- [PROBLEM DESCRIPTION] Word for word, reproduce every line of the data.

- - - - -

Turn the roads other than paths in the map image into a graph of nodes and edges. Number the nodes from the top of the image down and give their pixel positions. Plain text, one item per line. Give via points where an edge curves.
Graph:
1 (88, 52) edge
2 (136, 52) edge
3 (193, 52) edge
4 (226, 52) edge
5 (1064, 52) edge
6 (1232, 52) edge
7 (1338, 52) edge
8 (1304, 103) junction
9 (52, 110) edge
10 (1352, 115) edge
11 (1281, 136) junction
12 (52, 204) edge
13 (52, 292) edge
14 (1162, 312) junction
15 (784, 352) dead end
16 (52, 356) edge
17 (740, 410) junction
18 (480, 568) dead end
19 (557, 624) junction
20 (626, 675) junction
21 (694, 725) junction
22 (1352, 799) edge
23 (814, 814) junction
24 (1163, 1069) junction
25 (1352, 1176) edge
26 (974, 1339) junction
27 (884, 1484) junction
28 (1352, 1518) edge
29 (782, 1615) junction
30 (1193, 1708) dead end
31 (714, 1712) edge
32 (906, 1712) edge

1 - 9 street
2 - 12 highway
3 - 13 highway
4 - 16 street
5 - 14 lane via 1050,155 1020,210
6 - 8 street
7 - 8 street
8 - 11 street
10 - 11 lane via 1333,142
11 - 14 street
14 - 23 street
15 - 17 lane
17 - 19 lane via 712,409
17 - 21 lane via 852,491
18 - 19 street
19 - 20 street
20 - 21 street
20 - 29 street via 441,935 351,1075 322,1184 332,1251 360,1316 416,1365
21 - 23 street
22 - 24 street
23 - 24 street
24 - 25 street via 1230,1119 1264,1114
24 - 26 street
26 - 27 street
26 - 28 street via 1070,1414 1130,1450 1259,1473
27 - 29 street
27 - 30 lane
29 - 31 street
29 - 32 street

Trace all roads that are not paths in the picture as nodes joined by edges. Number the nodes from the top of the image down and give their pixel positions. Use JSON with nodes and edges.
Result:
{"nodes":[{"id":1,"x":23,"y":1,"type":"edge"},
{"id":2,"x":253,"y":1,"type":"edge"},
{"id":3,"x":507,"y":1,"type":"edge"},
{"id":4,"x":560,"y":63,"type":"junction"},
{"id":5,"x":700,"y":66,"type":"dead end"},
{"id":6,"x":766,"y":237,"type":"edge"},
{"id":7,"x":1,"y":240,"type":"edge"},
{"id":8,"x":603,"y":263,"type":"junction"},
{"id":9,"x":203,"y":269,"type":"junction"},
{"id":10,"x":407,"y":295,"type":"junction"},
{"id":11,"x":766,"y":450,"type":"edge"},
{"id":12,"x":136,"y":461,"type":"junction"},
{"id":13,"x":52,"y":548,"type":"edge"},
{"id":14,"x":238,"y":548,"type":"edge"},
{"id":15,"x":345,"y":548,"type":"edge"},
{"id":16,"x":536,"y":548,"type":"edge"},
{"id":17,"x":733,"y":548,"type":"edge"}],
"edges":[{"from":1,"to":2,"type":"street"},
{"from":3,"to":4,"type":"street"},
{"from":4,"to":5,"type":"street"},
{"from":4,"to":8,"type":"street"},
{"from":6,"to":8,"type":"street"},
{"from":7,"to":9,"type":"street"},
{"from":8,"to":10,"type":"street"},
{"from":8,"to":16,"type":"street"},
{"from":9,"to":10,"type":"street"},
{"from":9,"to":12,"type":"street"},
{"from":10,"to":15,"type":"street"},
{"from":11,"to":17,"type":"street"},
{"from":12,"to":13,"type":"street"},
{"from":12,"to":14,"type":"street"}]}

- - - - -

- [ANSWER AREA]
Turn the roads other than paths in the map image into a graph of nodes and edges. Number the nodes from the top of the image down and give their pixel positions. Plain text, one item per line. Give via points where an edge curves.
Graph:
1 (88, 52) edge
2 (136, 52) edge
3 (193, 52) edge
4 (226, 52) edge
5 (1064, 52) edge
6 (1232, 52) edge
7 (1338, 52) edge
8 (1304, 103) junction
9 (52, 110) edge
10 (1352, 115) edge
11 (1281, 136) junction
12 (52, 204) edge
13 (52, 292) edge
14 (1162, 312) junction
15 (784, 352) dead end
16 (52, 356) edge
17 (740, 410) junction
18 (480, 568) dead end
19 (557, 624) junction
20 (626, 675) junction
21 (694, 725) junction
22 (1352, 799) edge
23 (814, 814) junction
24 (1163, 1069) junction
25 (1352, 1176) edge
26 (974, 1339) junction
27 (884, 1484) junction
28 (1352, 1518) edge
29 (782, 1615) junction
30 (1193, 1708) dead end
31 (714, 1712) edge
32 (906, 1712) edge

1 - 9 street
2 - 12 highway
3 - 13 highway
4 - 16 street
5 - 14 lane via 1050,155 1020,210
6 - 8 street
7 - 8 street
8 - 11 street
10 - 11 lane via 1333,142
11 - 14 street
14 - 23 street
15 - 17 lane
17 - 19 lane via 712,409
17 - 21 lane via 852,491
18 - 19 street
19 - 20 street
20 - 21 street
20 - 29 street via 441,935 351,1075 322,1184 332,1251 360,1316 416,1365
21 - 23 street
22 - 24 street
23 - 24 street
24 - 25 street via 1230,1119 1264,1114
24 - 26 street
26 - 27 street
26 - 28 street via 1070,1414 1130,1450 1259,1473
27 - 29 street
27 - 30 lane
29 - 31 street
29 - 32 street

Trace all roads that are not paths in the picture as nodes joined by edges. Number the nodes from the top of the image down and give their pixel positions. Use JSON with nodes and edges.
Result:
{"nodes":[{"id":1,"x":23,"y":1,"type":"edge"},
{"id":2,"x":253,"y":1,"type":"edge"},
{"id":3,"x":507,"y":1,"type":"edge"},
{"id":4,"x":560,"y":63,"type":"junction"},
{"id":5,"x":700,"y":66,"type":"dead end"},
{"id":6,"x":766,"y":237,"type":"edge"},
{"id":7,"x":1,"y":240,"type":"edge"},
{"id":8,"x":603,"y":263,"type":"junction"},
{"id":9,"x":203,"y":269,"type":"junction"},
{"id":10,"x":407,"y":295,"type":"junction"},
{"id":11,"x":766,"y":450,"type":"edge"},
{"id":12,"x":136,"y":461,"type":"junction"},
{"id":13,"x":52,"y":548,"type":"edge"},
{"id":14,"x":238,"y":548,"type":"edge"},
{"id":15,"x":345,"y":548,"type":"edge"},
{"id":16,"x":536,"y":548,"type":"edge"},
{"id":17,"x":733,"y":548,"type":"edge"}],
"edges":[{"from":1,"to":2,"type":"street"},
{"from":3,"to":4,"type":"street"},
{"from":4,"to":5,"type":"street"},
{"from":4,"to":8,"type":"street"},
{"from":6,"to":8,"type":"street"},
{"from":7,"to":9,"type":"street"},
{"from":8,"to":10,"type":"street"},
{"from":8,"to":16,"type":"street"},
{"from":9,"to":10,"type":"street"},
{"from":9,"to":12,"type":"street"},
{"from":10,"to":15,"type":"street"},
{"from":11,"to":17,"type":"street"},
{"from":12,"to":13,"type":"street"},
{"from":12,"to":14,"type":"street"}]}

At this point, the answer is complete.